Work to be completed:
Among the entries below, find the lines that contain the string "Esport". State only how many there are.

Data for the task:
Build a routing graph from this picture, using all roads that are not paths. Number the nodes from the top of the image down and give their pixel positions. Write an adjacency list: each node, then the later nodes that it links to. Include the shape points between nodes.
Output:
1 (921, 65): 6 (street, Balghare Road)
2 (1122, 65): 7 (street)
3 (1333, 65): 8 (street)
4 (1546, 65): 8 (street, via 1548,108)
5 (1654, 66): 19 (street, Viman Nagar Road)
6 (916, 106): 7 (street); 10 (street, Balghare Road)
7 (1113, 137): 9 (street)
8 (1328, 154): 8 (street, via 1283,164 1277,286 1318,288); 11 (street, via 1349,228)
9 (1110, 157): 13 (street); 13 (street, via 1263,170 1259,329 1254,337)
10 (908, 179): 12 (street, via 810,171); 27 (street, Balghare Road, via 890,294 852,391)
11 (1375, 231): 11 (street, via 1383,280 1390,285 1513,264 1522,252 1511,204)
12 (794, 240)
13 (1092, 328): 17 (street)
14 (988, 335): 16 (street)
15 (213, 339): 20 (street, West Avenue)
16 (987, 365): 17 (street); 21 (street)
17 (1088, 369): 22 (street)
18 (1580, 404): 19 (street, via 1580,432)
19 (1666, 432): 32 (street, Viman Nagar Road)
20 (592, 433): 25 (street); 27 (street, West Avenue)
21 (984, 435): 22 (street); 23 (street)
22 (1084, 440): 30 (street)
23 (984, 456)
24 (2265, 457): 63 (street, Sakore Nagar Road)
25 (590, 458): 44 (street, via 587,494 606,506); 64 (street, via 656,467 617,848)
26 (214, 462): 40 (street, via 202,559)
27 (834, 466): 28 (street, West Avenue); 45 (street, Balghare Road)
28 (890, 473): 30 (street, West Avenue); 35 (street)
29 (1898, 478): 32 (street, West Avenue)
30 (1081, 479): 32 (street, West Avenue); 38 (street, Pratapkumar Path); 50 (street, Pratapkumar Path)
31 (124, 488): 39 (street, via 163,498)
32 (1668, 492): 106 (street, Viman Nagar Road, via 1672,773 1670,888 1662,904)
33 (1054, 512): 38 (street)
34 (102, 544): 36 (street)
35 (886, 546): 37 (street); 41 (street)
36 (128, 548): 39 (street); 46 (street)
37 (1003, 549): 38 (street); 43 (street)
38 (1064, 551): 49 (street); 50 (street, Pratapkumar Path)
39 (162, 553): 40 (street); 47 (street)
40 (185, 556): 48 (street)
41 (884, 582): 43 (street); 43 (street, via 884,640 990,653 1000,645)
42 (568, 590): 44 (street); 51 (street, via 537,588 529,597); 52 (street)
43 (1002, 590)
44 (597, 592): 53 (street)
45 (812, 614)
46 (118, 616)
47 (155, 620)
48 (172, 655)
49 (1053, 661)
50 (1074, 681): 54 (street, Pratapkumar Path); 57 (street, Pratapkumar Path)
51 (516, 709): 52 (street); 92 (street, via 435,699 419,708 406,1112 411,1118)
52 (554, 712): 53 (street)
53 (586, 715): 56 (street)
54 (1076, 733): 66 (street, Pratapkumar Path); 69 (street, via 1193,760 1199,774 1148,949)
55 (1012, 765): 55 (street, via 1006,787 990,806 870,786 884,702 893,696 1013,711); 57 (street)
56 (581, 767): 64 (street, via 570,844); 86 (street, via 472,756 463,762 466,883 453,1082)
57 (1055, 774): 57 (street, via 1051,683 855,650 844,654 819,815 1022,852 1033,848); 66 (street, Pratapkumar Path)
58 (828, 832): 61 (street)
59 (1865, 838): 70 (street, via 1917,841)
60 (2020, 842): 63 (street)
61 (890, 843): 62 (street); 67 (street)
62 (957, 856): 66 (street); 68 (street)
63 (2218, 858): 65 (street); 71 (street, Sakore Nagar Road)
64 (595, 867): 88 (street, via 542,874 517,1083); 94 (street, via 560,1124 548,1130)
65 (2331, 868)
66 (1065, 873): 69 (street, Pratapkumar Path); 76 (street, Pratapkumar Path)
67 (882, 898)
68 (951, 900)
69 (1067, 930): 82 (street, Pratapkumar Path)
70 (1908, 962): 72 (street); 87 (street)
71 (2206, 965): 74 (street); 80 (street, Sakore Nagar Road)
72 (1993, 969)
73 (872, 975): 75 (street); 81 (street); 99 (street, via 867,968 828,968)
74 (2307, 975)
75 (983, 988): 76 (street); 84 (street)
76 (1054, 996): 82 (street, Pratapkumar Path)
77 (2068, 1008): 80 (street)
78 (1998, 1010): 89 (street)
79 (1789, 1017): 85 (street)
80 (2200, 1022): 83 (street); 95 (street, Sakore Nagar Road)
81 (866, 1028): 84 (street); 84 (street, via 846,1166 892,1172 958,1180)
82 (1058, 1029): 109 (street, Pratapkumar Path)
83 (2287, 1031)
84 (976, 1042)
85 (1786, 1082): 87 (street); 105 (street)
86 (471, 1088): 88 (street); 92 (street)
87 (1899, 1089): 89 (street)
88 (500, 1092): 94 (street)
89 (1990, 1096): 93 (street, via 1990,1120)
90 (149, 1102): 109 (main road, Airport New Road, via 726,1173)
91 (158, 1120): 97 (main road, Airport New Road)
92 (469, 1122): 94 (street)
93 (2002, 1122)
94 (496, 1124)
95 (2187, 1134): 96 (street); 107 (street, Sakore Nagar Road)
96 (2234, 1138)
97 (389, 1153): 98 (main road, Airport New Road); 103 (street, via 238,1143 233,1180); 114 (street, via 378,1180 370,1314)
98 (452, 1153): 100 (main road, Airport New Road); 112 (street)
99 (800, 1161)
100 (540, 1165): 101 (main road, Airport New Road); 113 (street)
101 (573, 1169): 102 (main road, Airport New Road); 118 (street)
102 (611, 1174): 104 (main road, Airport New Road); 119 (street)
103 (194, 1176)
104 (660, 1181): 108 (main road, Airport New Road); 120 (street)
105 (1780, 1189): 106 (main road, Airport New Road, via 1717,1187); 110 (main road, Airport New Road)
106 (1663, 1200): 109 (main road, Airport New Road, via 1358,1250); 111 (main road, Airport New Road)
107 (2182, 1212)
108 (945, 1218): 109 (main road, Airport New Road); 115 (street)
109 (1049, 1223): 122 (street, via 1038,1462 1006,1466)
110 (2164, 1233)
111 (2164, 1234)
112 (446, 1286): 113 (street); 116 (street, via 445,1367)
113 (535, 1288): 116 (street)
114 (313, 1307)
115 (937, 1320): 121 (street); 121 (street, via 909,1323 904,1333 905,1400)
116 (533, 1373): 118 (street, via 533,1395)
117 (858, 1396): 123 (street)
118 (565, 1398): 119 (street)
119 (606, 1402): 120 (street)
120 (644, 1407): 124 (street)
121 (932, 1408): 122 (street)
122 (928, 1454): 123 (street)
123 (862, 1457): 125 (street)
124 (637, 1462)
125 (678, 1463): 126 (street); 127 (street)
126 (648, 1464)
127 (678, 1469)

---

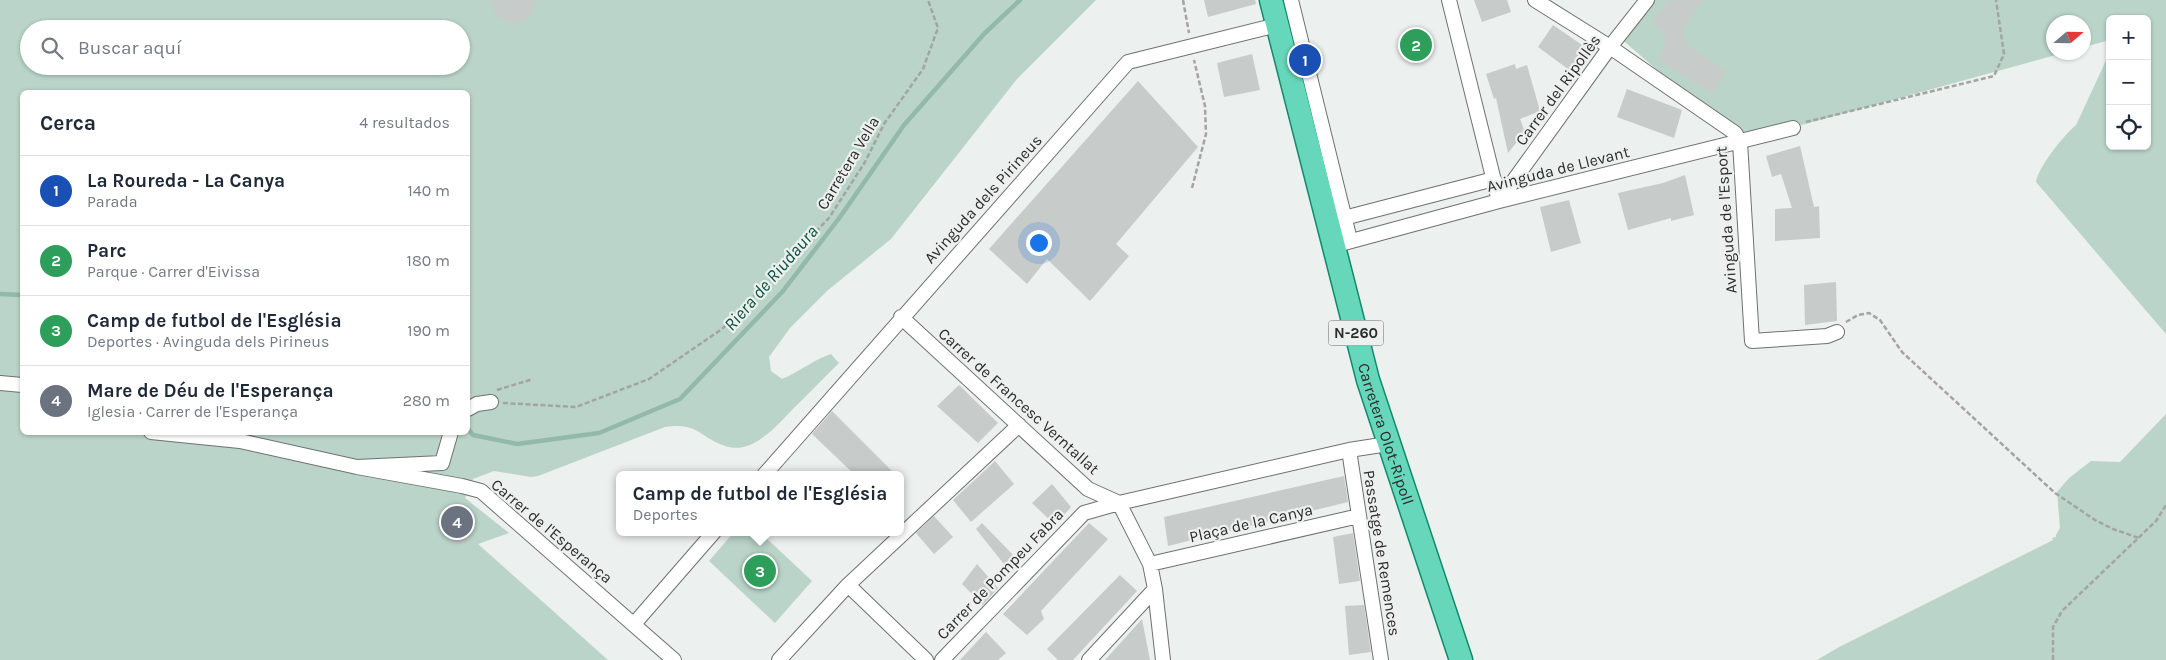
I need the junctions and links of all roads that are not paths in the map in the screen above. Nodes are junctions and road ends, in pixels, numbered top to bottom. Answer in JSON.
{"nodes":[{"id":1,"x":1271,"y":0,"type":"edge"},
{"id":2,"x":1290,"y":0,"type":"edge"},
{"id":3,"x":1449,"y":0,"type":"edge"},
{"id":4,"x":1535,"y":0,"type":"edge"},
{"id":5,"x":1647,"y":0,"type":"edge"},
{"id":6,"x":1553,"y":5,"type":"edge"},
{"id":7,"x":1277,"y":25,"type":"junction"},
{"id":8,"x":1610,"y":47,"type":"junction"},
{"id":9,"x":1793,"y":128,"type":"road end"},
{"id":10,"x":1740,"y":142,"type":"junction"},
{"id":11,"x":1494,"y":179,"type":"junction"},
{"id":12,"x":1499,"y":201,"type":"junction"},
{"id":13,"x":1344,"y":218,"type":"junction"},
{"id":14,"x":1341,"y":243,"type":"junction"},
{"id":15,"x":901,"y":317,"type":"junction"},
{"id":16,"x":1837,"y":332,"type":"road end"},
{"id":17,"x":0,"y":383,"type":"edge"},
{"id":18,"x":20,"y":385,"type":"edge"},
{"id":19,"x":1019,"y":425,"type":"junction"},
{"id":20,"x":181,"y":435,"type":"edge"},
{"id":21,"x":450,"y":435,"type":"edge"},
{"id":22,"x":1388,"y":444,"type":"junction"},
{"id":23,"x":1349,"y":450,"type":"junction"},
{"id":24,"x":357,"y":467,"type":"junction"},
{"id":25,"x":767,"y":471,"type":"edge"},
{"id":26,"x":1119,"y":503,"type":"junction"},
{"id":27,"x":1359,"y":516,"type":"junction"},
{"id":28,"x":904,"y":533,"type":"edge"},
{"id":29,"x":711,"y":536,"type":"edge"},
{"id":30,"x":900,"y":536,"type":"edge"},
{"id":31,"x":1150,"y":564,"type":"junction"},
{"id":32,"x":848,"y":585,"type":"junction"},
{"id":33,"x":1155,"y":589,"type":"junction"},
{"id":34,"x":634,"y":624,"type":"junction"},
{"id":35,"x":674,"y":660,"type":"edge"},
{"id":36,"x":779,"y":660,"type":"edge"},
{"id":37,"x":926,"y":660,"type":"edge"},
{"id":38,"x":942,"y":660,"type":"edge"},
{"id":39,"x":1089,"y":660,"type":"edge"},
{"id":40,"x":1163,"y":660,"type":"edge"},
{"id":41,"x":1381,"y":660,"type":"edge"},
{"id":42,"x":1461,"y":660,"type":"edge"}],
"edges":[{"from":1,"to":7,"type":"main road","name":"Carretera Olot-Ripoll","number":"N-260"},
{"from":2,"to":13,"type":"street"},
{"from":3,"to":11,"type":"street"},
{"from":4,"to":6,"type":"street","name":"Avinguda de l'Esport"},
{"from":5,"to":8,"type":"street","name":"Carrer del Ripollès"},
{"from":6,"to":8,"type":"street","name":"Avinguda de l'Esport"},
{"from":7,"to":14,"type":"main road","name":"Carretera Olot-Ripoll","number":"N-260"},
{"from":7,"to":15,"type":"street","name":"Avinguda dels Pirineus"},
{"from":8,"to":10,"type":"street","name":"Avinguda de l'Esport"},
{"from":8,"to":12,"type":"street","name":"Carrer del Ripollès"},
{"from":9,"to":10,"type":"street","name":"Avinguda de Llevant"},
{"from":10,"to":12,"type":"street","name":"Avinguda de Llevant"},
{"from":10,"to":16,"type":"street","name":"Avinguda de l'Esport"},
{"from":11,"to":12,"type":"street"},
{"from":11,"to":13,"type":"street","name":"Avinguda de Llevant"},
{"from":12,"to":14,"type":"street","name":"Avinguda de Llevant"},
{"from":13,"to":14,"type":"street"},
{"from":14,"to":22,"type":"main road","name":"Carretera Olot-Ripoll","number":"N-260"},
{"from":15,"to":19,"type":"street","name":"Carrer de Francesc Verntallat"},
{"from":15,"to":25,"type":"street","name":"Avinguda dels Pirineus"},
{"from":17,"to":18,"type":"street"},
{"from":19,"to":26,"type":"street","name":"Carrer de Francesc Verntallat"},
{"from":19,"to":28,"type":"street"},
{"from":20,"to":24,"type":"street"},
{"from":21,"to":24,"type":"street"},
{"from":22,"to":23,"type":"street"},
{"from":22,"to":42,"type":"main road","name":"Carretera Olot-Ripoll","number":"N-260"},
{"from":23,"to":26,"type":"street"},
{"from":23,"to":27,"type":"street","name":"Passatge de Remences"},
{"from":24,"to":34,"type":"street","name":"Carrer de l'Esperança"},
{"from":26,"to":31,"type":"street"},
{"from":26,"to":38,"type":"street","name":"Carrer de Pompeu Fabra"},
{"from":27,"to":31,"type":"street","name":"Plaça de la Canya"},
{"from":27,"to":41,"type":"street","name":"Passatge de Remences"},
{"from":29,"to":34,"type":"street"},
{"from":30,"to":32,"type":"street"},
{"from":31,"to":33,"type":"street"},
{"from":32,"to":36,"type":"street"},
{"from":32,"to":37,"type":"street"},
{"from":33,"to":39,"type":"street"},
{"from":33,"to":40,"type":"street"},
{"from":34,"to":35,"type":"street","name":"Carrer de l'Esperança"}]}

Written answer:
4